I still have a dream. It is a dream deeply rooted in the American dream.
I have a dream that one day this nation will rise up and live out
the true meaning of its creed. We hold thise truths to be self-evident
that all men are created equal.
I have a dream that one day out in the red hills of Georgia the sons
of former slaves and the sons of former slaveowners will be able to sit
down together at the table of brotherhood.
I have a dream that one day even the state of Mississippi, a state
sweltering with the heat of oppression, will be transformed into an
oasis of freedom and justice.
I have a dream that my four little children will one day live in a
nation where they will not be judged by the color of their skin but
by their character.
I have a dream today.
I have a dream that one day down in Alabama, with its vicious racists,
with its governor having his lips dripping with the words of
interpostion and nullification; that one day right down in Alabama
little black boys and black girls will be able to join hands with
little white boys and white girls as sisters and brothers.
I have a dream today.
I have a dream that one day every valley shall be engulfed, every
hill shall be exalted and every mountain shall be made low, the rough
places will be made plains and the crooked places will be made straight
and the glory of the Lord shall be revealed and all flesh shall see it
together.
This is our hope. This is the faith that I will go back to the South
with. With this faith we will be able to hew out of the mountain of
despair a stone of hope.
With this faith we will be able to transform the jangling discords of
our nation into a beautiful symphomy of brotherhood.
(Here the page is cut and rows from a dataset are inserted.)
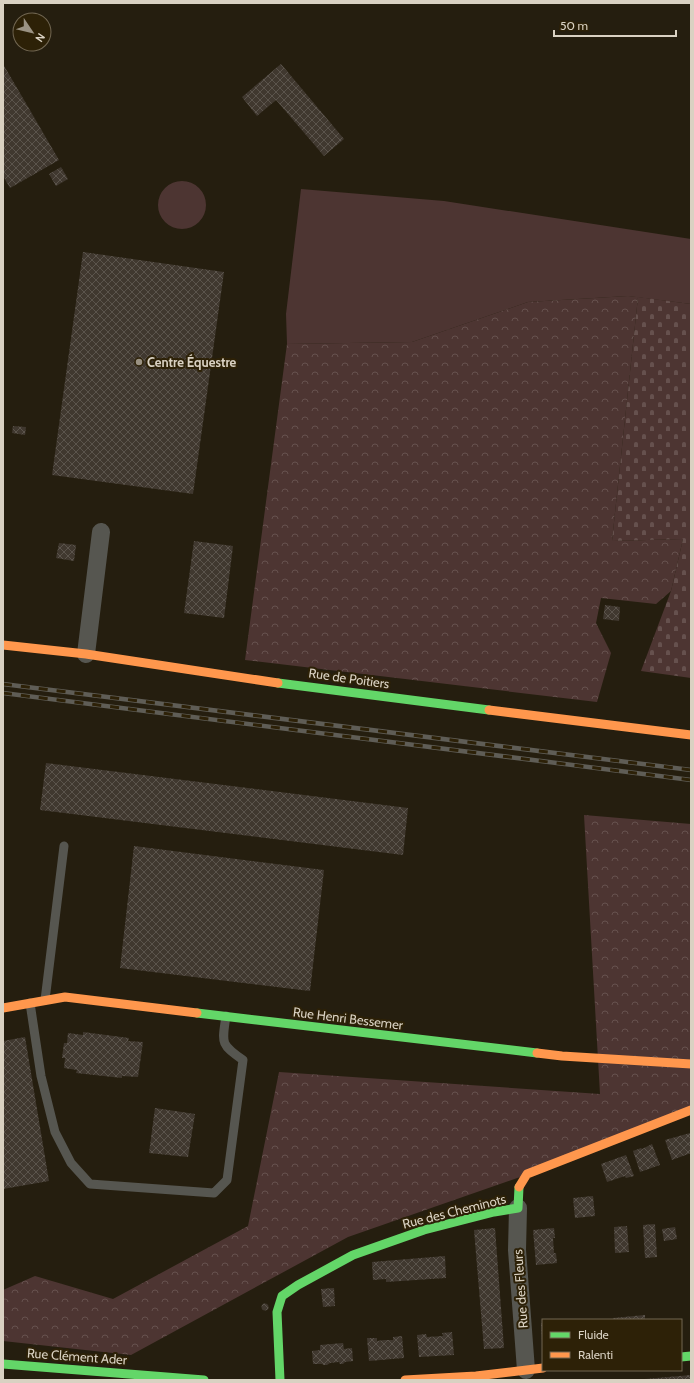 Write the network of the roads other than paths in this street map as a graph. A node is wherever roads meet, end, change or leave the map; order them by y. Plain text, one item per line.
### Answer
1 (101, 532) dead end
2 (3, 645) edge
3 (86, 654) junction
4 (691, 735) edge
5 (64, 846) dead end
6 (45, 1000) junction
7 (30, 1003) junction
8 (3, 1008) edge
9 (226, 1016) junction
10 (691, 1064) edge
11 (691, 1110) edge
12 (518, 1208) junction
13 (3, 1364) edge
14 (534, 1369) edge
15 (148, 1377) edge
16 (476, 1378) edge
17 (204, 1380) edge
18 (280, 1380) edge
19 (405, 1380) edge

1 - 3 street
2 - 3 street, Rue de Poitiers
3 - 4 street, Rue de Poitiers
5 - 6 lane
6 - 7 street, Rue Henri Bessemer
6 - 9 street, Rue Henri Bessemer
7 - 8 street, Rue Henri Bessemer
7 - 9 lane
9 - 10 street, Rue Henri Bessemer
11 - 12 street, Rue des Cheminots
12 - 14 street, Rue des Fleurs
12 - 18 street, Rue des Cheminots
13 - 15 street, Rue Clément Ader
14 - 16 street
15 - 17 street, Rue Clément Ader
16 - 19 street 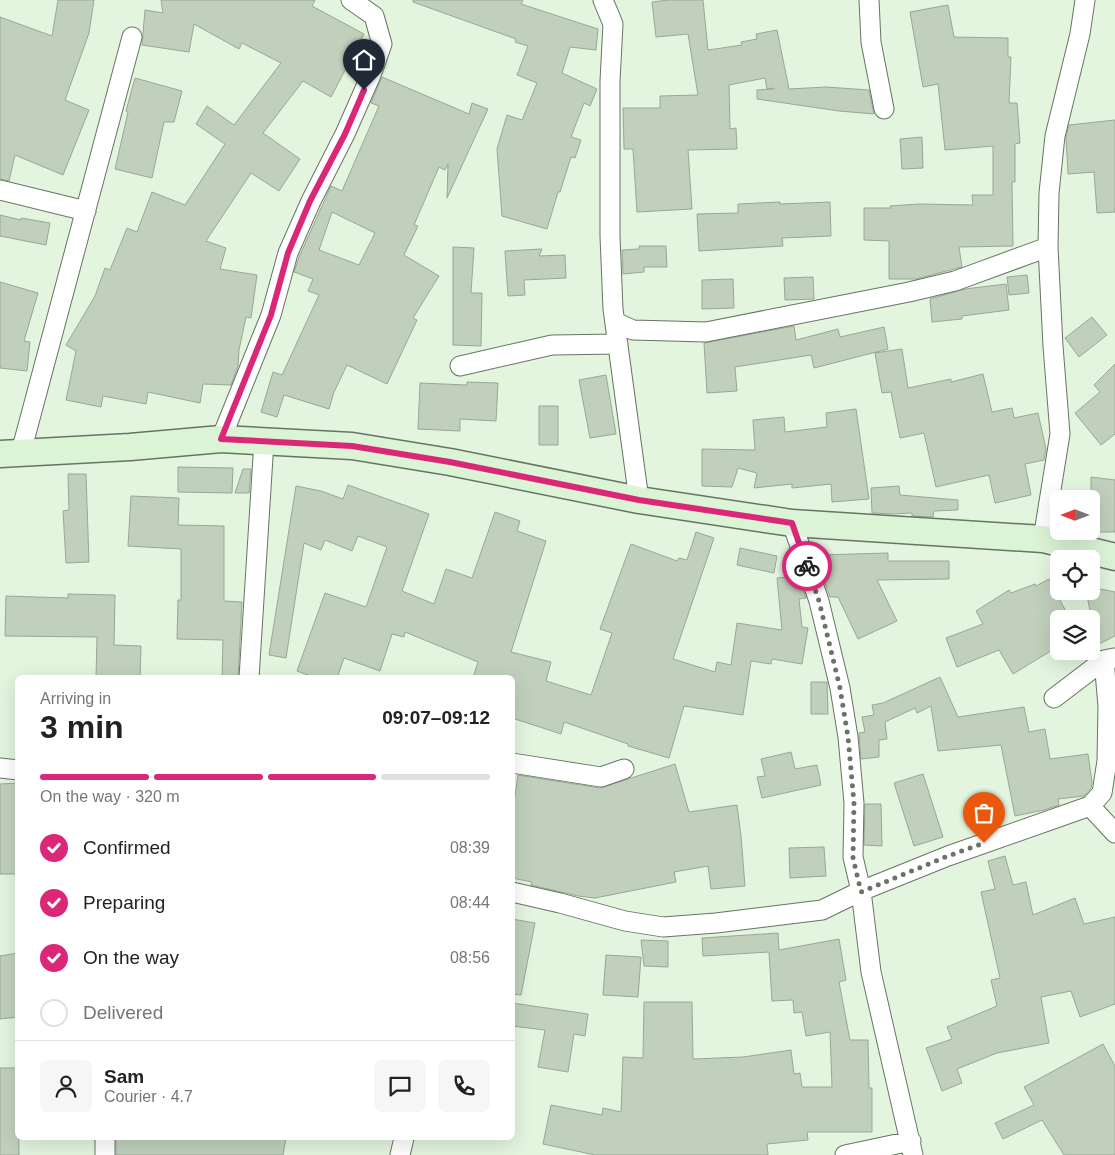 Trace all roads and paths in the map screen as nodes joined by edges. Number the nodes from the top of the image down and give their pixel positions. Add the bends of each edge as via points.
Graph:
1 (351, 0) edge
2 (603, 0) edge
3 (869, 0) edge
4 (1085, 0) edge
5 (132, 38) dead end
6 (884, 109) dead end
7 (0, 190) edge
8 (86, 211) junction
9 (1048, 247) junction
10 (615, 322) junction
11 (618, 344) junction
12 (460, 366) dead end
13 (221, 439) junction
14 (264, 441) junction
15 (10, 453) edge
16 (639, 500) junction
17 (792, 523) junction
18 (1043, 539) junction
19 (1115, 557) edge
20 (1110, 659) edge
21 (249, 675) edge
22 (1054, 698) dead end
23 (515, 763) edge
24 (0, 768) edge
25 (624, 769) dead end
26 (15, 770) edge
27 (1090, 806) junction
28 (1115, 833) edge
29 (861, 892) junction
30 (515, 893) edge
31 (105, 1140) edge
32 (404, 1140) edge
33 (912, 1148) edge
34 (105, 1155) edge
35 (400, 1155) edge
36 (845, 1155) edge

1 - 13 street via 374,16 382,44 345,134 310,201 288,253 271,315
2 - 10 street via 613,24 610,236
3 - 6 street via 871,42
4 - 9 street via 1055,136
5 - 8 street
7 - 8 street
8 - 15 street
9 - 10 street via 955,281 706,332 634,330
9 - 18 street via 1060,434
10 - 11 street
11 - 12 street via 552,345
11 - 16 street
13 - 14 main road
13 - 15 main road via 130,448
14 - 16 main road via 352,446
14 - 21 street
16 - 17 main road
17 - 18 main road
17 - 29 street via 819,601 840,688 854,803 853,858
18 - 19 main road
20 - 22 street
20 - 27 street via 1107,761 1102,793
23 - 25 street via 600,777
24 - 26 street
27 - 28 street
27 - 29 street via 948,856
29 - 30 street via 822,910 663,926 625,921
29 - 33 street via 871,972
31 - 34 street
32 - 35 street
33 - 36 street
With this faith we will be able to work together, to pray together,
to struggle together, to go to jail together, to climb up for freedom
together, knowing that we will be free one day.
This will be the day when all of God's children will be able to sing
with new meaning "My country 'tis of thee, sweet land of liberty, of
thee I sing. Land where my father's died, land of the Pilgrim's pride,
from every mountainside, let freedom ring!"
And if America is to be a great nation, this must become true.
So let freedom ring from the hilltops of New Hampshire. Let freedom
ring from the mighty mountains of New York. Let freedom ring from the
heightening Alleghenies of Pennsylvania. Let freedom ring from the
snow-capped Rockies of Colorado. Let freedom ring from the curvacious
slopes of California. But not only that, let freedom, ring from
Stone Mountain of Georgia. Let freedom ring from every hill and
molehill of Mississippi and every mountainside.
When we let freedom ring, when we let it ring from every tenement and
every hamlet, from every state and every city, we will be able to
speed up that day when all of God's children, black men and white men,
Jews and Gentiles, Protestants and Catholics, will be able to join
hands and sing in the words of the old spiritual, "Free at last, free
at last. Thank God Almighty, we are free at last."